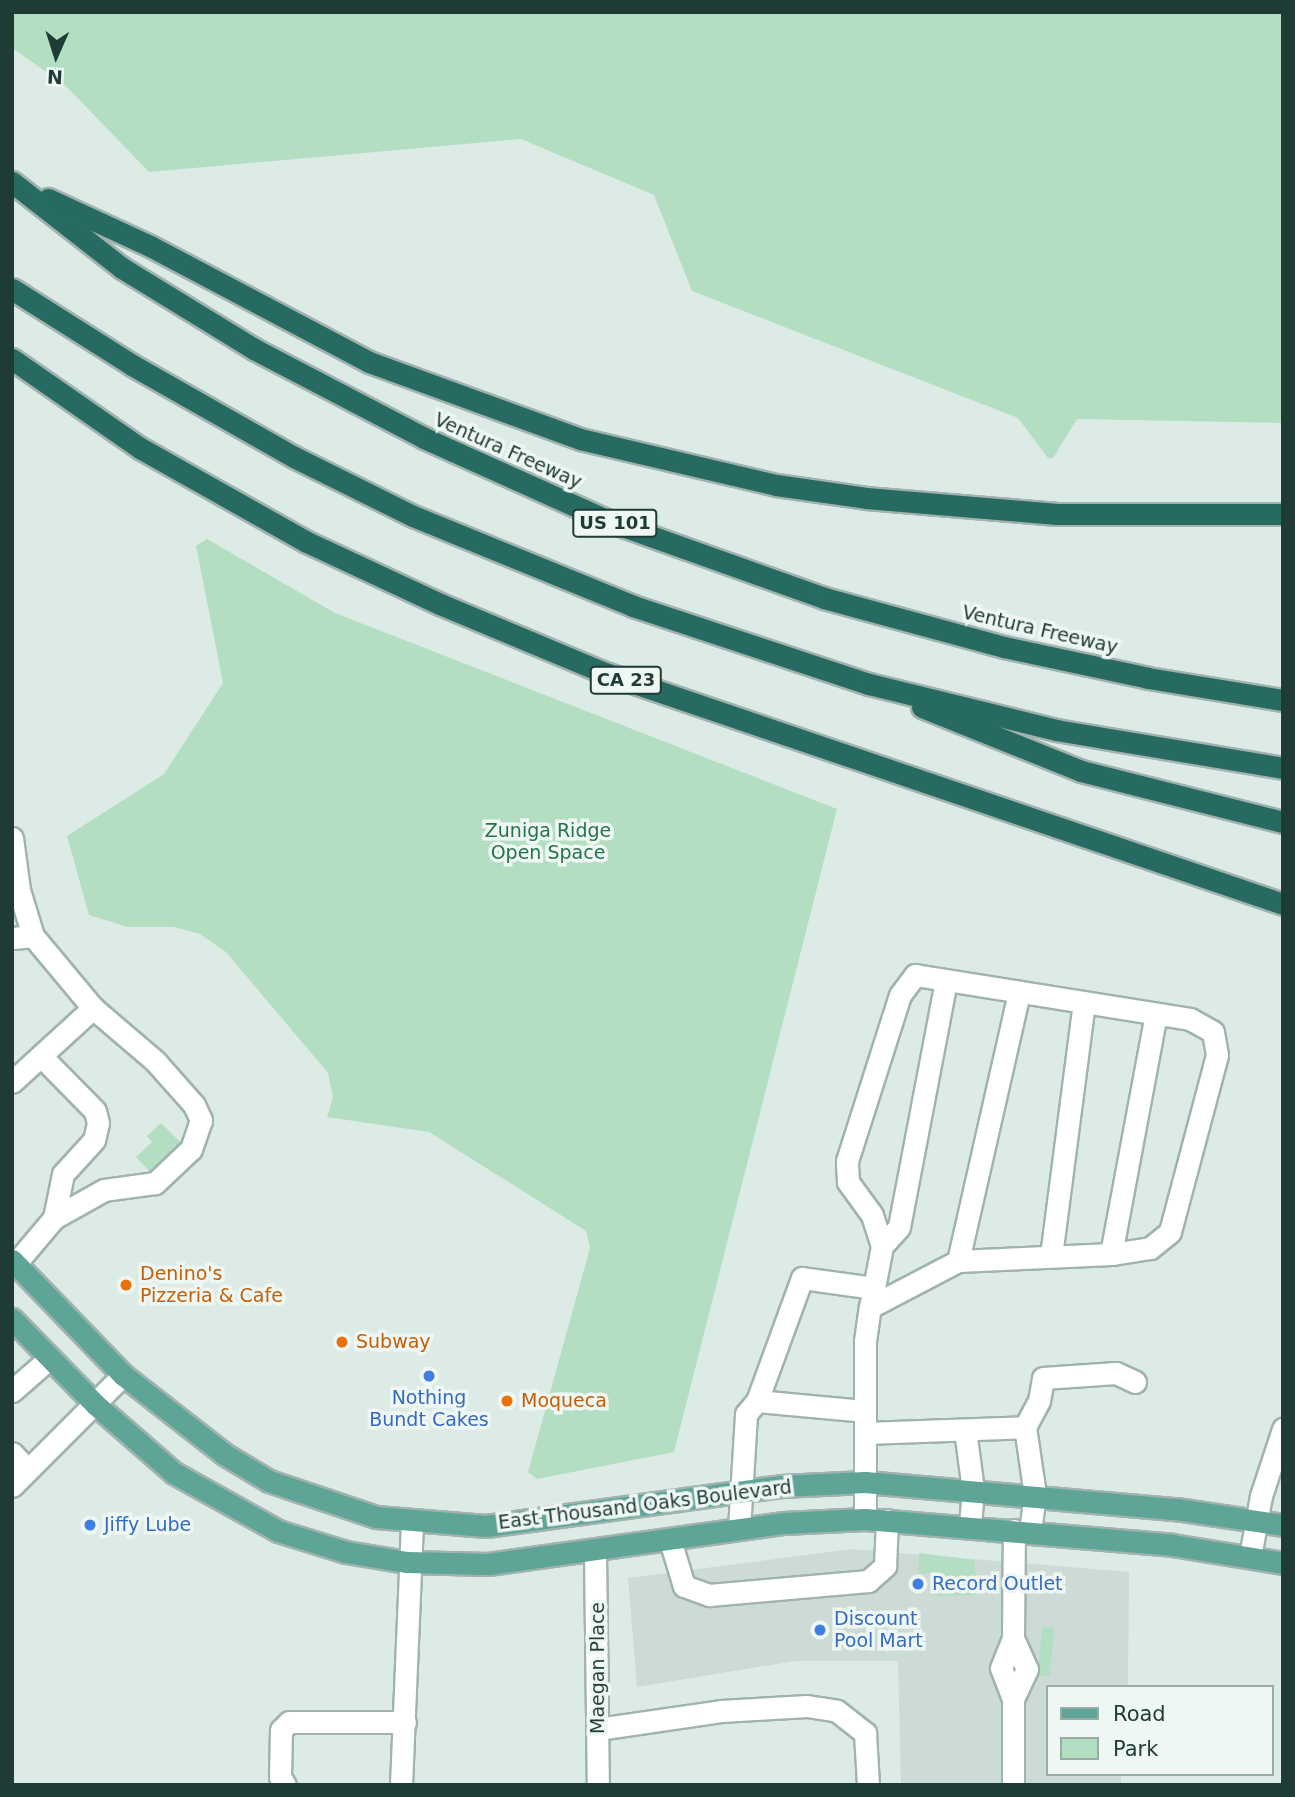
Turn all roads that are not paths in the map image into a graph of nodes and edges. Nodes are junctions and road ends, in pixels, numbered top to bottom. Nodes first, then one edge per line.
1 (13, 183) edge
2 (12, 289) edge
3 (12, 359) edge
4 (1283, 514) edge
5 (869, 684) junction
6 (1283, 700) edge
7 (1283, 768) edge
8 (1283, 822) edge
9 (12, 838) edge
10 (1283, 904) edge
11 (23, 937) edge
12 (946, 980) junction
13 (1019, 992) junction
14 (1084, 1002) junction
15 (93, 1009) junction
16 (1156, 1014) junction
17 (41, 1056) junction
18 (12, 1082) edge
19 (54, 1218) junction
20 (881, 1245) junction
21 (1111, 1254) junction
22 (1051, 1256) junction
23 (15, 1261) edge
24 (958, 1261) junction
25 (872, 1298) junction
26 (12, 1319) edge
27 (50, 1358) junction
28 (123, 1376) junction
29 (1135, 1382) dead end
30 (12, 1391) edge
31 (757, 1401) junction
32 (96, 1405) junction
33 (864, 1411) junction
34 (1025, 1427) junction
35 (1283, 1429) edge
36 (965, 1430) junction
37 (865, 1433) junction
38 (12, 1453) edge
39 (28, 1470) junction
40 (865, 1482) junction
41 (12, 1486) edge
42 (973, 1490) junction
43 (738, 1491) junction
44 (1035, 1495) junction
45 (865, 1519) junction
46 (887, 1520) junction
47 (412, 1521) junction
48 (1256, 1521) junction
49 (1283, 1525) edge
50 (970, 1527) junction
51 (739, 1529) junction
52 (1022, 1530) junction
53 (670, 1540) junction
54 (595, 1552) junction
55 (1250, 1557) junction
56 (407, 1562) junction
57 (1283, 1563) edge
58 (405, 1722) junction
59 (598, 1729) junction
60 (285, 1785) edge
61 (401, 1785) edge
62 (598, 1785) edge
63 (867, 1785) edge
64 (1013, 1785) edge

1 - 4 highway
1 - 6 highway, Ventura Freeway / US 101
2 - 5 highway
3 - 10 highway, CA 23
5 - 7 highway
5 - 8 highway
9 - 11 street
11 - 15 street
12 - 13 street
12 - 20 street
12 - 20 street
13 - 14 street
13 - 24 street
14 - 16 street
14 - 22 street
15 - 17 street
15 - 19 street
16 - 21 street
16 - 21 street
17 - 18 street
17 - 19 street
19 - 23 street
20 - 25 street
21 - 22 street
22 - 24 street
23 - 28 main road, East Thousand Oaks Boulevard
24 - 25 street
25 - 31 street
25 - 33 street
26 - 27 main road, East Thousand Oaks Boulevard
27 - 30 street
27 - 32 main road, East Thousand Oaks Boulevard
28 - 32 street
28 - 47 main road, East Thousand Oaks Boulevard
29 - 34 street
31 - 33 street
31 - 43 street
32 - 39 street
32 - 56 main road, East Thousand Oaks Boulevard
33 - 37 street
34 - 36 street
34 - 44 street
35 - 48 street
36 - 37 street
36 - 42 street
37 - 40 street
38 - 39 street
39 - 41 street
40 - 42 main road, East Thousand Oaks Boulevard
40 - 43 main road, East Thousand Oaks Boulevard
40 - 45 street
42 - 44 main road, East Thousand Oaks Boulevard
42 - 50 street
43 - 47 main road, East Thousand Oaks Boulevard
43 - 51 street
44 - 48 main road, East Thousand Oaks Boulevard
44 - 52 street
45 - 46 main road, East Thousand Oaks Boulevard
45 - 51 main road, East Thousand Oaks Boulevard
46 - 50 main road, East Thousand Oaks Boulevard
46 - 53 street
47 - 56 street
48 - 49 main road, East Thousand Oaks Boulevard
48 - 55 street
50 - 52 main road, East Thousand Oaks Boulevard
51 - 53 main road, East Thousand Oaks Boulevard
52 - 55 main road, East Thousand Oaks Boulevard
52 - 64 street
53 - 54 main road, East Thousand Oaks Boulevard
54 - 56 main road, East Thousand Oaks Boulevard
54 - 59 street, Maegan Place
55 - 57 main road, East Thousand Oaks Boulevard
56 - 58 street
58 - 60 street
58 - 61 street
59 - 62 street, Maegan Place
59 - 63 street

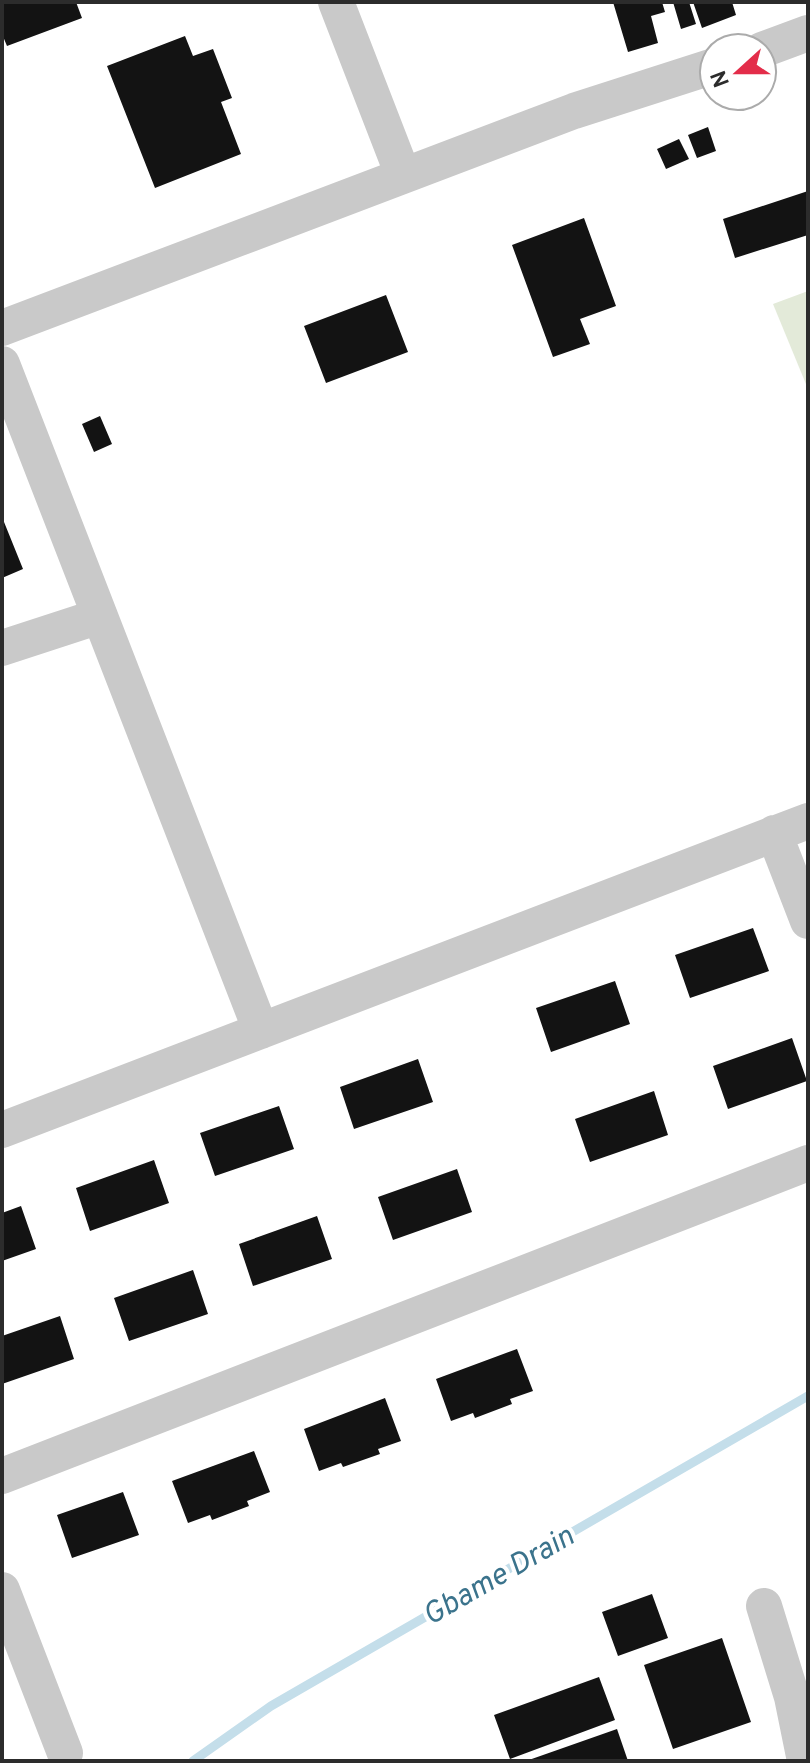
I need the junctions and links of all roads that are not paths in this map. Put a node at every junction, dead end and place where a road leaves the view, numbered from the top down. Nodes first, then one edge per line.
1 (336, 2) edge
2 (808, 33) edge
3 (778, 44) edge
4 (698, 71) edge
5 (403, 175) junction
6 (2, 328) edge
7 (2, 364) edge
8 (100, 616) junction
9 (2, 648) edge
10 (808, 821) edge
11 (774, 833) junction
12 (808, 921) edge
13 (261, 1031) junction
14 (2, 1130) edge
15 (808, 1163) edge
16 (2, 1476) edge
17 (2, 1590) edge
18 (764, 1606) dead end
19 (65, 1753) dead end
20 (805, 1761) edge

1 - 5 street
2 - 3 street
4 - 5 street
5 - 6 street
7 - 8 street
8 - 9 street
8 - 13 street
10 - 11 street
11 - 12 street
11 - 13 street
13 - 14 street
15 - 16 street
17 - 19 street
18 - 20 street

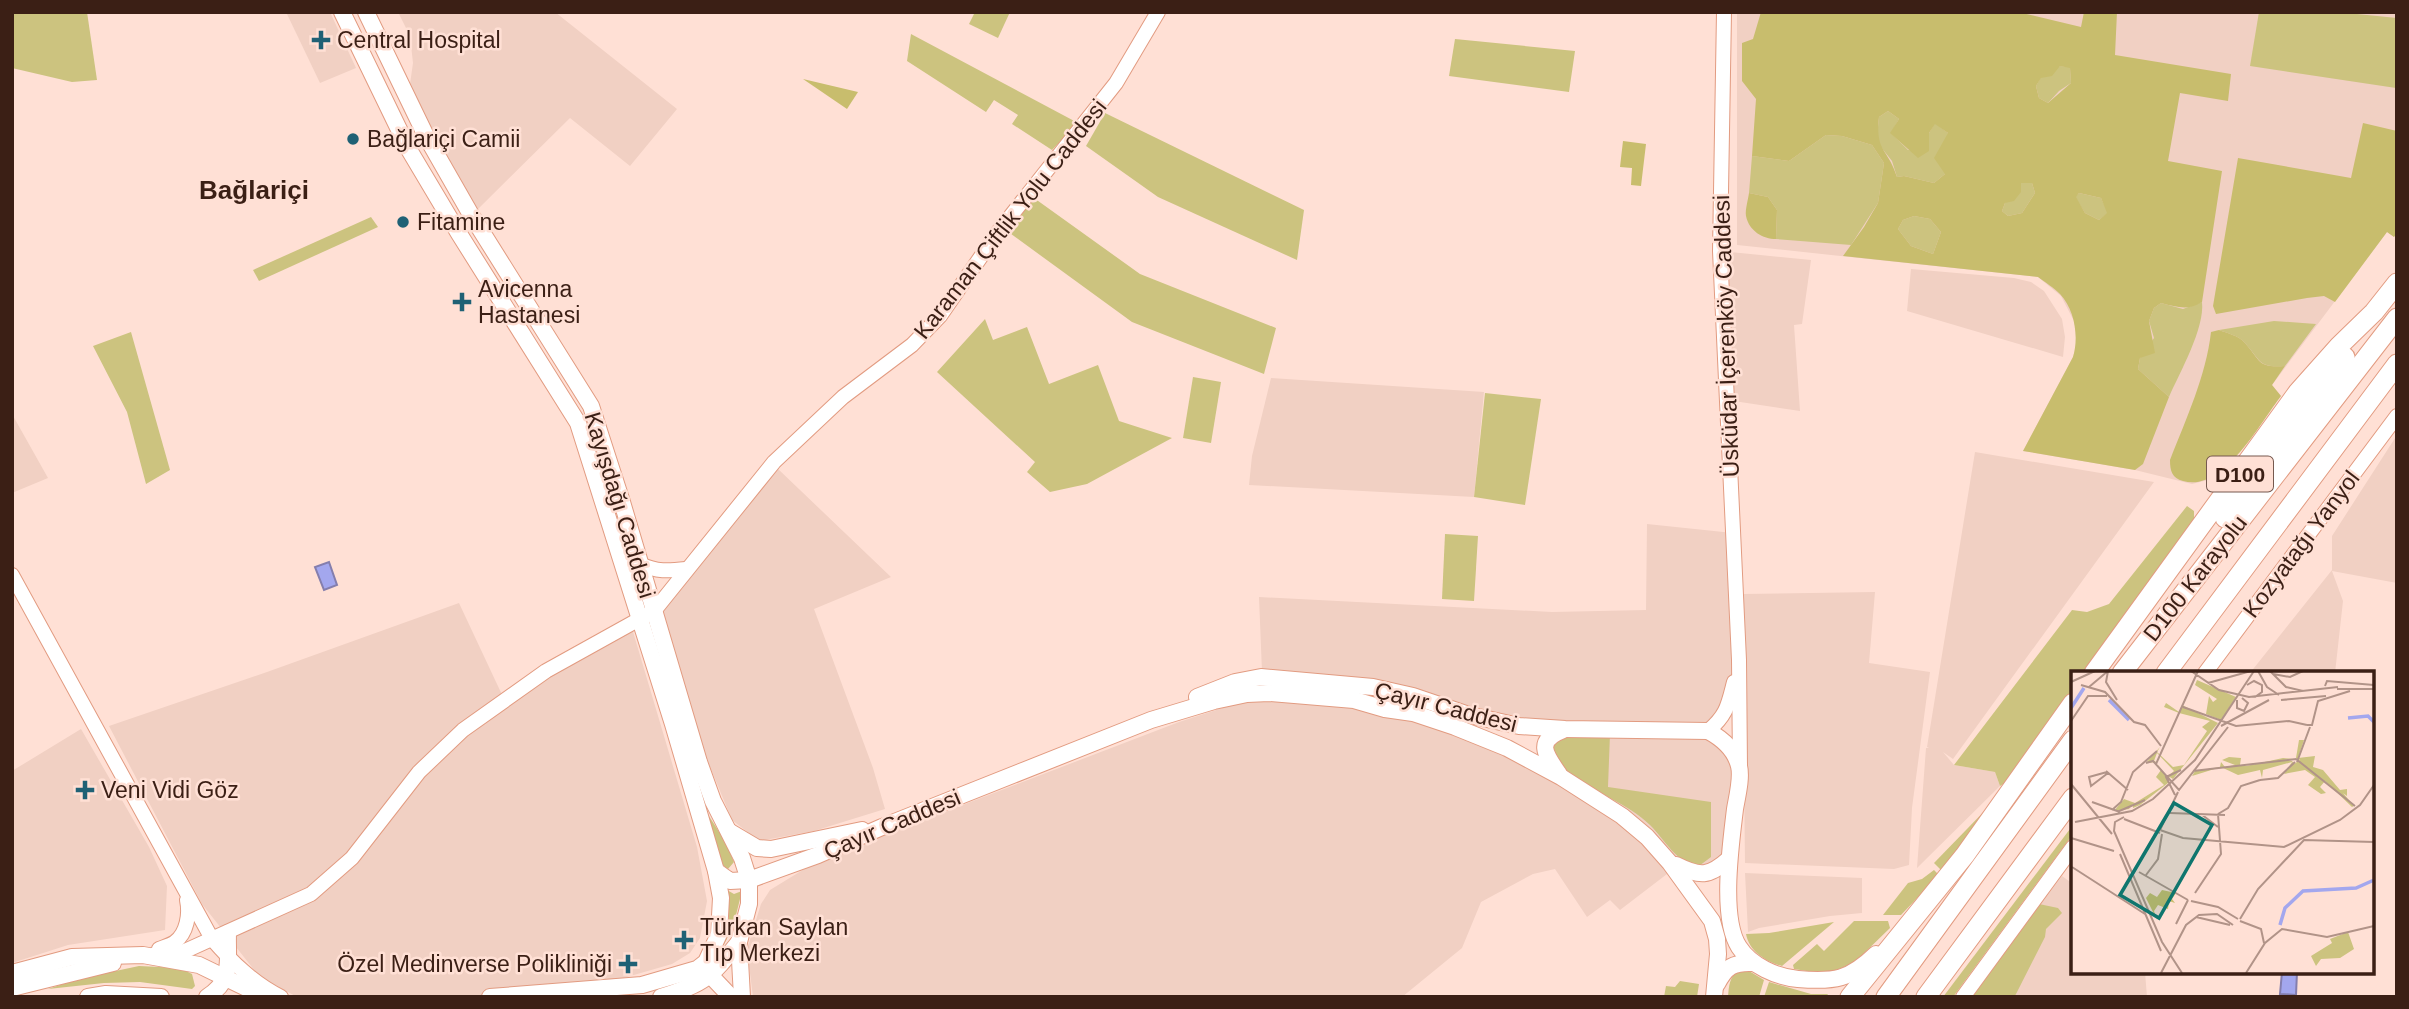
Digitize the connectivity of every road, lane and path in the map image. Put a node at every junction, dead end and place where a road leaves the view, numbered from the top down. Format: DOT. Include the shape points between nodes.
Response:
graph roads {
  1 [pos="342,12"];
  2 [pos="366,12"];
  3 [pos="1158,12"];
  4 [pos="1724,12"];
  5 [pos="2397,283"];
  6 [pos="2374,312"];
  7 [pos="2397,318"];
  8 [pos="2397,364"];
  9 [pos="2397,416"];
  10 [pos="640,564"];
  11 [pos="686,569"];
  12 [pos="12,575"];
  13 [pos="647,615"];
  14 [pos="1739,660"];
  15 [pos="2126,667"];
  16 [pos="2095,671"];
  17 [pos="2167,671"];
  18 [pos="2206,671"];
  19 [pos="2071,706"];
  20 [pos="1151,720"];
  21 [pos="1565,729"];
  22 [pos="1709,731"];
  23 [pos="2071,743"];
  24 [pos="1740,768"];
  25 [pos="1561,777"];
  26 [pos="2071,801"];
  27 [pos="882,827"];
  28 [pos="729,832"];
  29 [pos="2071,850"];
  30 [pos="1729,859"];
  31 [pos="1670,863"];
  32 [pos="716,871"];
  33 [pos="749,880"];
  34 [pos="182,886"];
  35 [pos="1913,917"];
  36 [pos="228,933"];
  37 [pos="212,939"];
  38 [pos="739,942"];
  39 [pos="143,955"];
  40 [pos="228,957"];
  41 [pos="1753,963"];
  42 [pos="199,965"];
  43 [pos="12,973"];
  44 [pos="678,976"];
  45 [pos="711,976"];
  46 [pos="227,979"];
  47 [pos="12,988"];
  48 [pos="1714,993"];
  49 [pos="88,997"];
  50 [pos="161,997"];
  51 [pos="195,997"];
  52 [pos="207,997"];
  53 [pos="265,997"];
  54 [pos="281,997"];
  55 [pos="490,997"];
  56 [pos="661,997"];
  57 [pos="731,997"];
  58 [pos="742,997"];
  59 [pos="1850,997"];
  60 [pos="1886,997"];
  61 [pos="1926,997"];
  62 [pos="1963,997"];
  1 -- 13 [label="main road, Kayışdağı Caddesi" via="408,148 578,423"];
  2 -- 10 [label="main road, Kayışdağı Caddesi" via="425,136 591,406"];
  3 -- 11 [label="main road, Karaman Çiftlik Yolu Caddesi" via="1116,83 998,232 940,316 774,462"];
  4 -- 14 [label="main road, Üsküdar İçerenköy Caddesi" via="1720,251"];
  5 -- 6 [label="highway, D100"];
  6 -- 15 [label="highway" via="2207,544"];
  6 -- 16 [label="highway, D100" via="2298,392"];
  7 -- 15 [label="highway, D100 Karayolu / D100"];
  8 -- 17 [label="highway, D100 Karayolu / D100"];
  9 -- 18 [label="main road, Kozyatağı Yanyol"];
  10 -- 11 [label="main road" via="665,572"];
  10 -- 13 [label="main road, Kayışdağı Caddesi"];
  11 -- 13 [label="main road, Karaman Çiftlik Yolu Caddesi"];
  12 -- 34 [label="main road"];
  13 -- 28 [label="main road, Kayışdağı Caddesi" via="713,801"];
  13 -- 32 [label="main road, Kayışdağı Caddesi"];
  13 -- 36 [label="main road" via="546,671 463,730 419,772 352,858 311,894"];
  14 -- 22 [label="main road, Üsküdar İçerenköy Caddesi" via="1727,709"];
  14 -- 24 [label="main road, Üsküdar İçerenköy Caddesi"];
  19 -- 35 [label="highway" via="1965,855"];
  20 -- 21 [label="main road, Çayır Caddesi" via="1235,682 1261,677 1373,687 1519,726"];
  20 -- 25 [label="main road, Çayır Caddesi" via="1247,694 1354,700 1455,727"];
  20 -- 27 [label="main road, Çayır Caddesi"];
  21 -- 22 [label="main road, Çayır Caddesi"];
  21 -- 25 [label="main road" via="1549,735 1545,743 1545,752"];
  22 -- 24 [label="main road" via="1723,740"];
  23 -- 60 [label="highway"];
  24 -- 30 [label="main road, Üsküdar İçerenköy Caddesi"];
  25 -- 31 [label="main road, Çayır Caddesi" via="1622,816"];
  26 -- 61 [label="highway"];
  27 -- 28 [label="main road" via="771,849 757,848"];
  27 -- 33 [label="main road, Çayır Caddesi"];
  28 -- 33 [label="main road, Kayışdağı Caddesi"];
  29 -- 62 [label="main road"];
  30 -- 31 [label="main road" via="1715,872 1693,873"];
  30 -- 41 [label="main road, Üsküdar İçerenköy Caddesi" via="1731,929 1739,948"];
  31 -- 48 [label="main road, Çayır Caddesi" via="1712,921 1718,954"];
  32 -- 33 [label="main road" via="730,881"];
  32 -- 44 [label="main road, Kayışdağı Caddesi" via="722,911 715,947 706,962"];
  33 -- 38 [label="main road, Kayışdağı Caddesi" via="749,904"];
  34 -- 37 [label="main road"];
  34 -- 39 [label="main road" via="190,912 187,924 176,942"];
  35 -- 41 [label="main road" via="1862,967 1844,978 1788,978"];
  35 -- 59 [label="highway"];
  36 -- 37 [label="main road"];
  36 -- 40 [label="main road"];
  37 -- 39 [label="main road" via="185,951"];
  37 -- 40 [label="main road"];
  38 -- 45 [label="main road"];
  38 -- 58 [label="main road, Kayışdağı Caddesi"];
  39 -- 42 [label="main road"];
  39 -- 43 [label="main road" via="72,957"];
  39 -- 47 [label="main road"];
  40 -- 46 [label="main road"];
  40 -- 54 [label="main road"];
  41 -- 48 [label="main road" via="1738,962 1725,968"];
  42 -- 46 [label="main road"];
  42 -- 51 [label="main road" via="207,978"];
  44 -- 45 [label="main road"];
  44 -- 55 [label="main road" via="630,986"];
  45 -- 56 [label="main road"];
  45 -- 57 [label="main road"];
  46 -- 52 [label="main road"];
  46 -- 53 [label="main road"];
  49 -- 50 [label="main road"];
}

*EXERCISE DESCRIPTION*. The answer should be all lines from the entries above that hold the word "roads".

*SOLUTION*.
Turn all roads that are not paths in the map image into a graph of nodes and edges. Nodes are junctions and road ends, in pixels, numbered top to bottom. Nodes first, then one edge per line.
I need the junctions and links of all roads that are not paths in this map. Put a node at every junction, dead end and place where a road leaves the view, numbered from the top down. Nodes first, then one edge per line.
graph roads {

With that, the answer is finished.